Gold prices continued their slide for the fourth consecutive session on Monday amid U.S. political uncertainty that saw President Joe Biden drop his reelection bid a day earlier.
Meanwhile, traders will be closely watching economic data expected this week on the preliminary S&P Global PMI, second-quarter GDP, and June’s critical personal consumption expenditure price index – the Fed’s preferred method of measuring inflation.
Gold sank below the key $2,400 support level in midday trading, down $18.13 at $2,393 per ounce – a dramatic turnaround for the yellow metal after it hit an all-time high of $2,483 per ounce last Wednesday. Silver, meanwhile, wasn’t faring much better, as concerns about demand from China continued to weigh on the gray metal.
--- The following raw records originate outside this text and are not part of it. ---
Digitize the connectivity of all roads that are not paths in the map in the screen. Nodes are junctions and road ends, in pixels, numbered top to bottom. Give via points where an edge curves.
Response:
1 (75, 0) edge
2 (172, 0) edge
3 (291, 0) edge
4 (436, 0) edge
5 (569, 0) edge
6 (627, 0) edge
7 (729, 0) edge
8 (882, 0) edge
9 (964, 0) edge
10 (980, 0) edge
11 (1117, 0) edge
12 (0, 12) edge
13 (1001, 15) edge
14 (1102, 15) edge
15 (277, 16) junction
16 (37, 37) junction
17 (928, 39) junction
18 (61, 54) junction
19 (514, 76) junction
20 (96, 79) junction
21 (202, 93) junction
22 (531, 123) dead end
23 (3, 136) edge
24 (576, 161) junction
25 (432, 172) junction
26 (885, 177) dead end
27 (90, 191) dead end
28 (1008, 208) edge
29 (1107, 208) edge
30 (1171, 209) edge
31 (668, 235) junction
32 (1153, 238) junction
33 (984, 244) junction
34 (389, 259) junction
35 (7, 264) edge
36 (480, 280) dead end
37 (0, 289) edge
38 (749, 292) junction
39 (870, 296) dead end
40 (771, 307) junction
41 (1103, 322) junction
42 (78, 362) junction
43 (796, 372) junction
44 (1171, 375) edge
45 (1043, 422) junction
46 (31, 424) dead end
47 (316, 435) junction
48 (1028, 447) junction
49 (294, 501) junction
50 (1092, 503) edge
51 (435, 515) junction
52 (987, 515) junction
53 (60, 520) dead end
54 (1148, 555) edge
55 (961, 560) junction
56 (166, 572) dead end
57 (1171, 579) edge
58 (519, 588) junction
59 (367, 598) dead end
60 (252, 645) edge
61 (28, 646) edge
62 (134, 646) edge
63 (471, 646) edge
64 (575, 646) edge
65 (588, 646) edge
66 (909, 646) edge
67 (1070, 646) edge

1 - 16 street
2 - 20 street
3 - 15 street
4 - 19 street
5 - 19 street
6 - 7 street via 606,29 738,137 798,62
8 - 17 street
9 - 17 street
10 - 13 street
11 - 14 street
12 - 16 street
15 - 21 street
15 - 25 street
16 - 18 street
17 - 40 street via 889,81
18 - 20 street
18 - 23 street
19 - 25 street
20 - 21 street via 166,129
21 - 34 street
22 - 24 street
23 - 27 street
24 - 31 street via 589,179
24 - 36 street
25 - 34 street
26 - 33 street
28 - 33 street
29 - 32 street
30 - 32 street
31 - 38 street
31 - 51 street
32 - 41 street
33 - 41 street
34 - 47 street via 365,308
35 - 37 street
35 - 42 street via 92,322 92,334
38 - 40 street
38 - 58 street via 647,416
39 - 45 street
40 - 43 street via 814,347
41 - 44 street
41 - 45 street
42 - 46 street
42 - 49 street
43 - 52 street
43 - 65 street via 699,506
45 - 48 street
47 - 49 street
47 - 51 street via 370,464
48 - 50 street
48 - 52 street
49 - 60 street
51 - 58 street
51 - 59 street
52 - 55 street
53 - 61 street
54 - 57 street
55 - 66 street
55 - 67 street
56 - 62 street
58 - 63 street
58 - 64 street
It was trading down more than 1% on the day at $29.11 per ounce.
Political uncertainty surrounding the U.S. election continued to pressure gold a day after President Biden dropped his reelection bid at the head of the Democratic ticket and threw his support behind Vice President Kamala Harris only a few weeks out from the Democratic National Convention in Chicago. The party was still in a tailspin Monday as Harris looked to consolidate support for her election bid even as several key party members came up short of endorsing her, including former President Barack Obama. In a statement on Sunday, Obama expressed “extraordinary confidence that the leaders of our party will be able to create a process from which an outstanding nominee emerges.”
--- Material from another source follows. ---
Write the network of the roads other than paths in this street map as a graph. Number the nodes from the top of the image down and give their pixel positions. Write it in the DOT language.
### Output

The tentative political climate could continue to weigh on commodities like gold until Democrats answer more questions on a clear nomination plan.
With the Fed entering its blackout period heading into the July 30-31 Federal Open Market Committee meeting, traders are focusing on key economic data this week that could reinforce their hopes of at least one – perhaps multiple – interest rate cuts later this year.
Chief among the reports will be Friday’s core PCE index – the preferred method used by the Fed to measure inflation. May’s PCE index showed that core inflation had cooled to 2.6% year over year, representing a decrease from April’s year over year figure of 2.8%.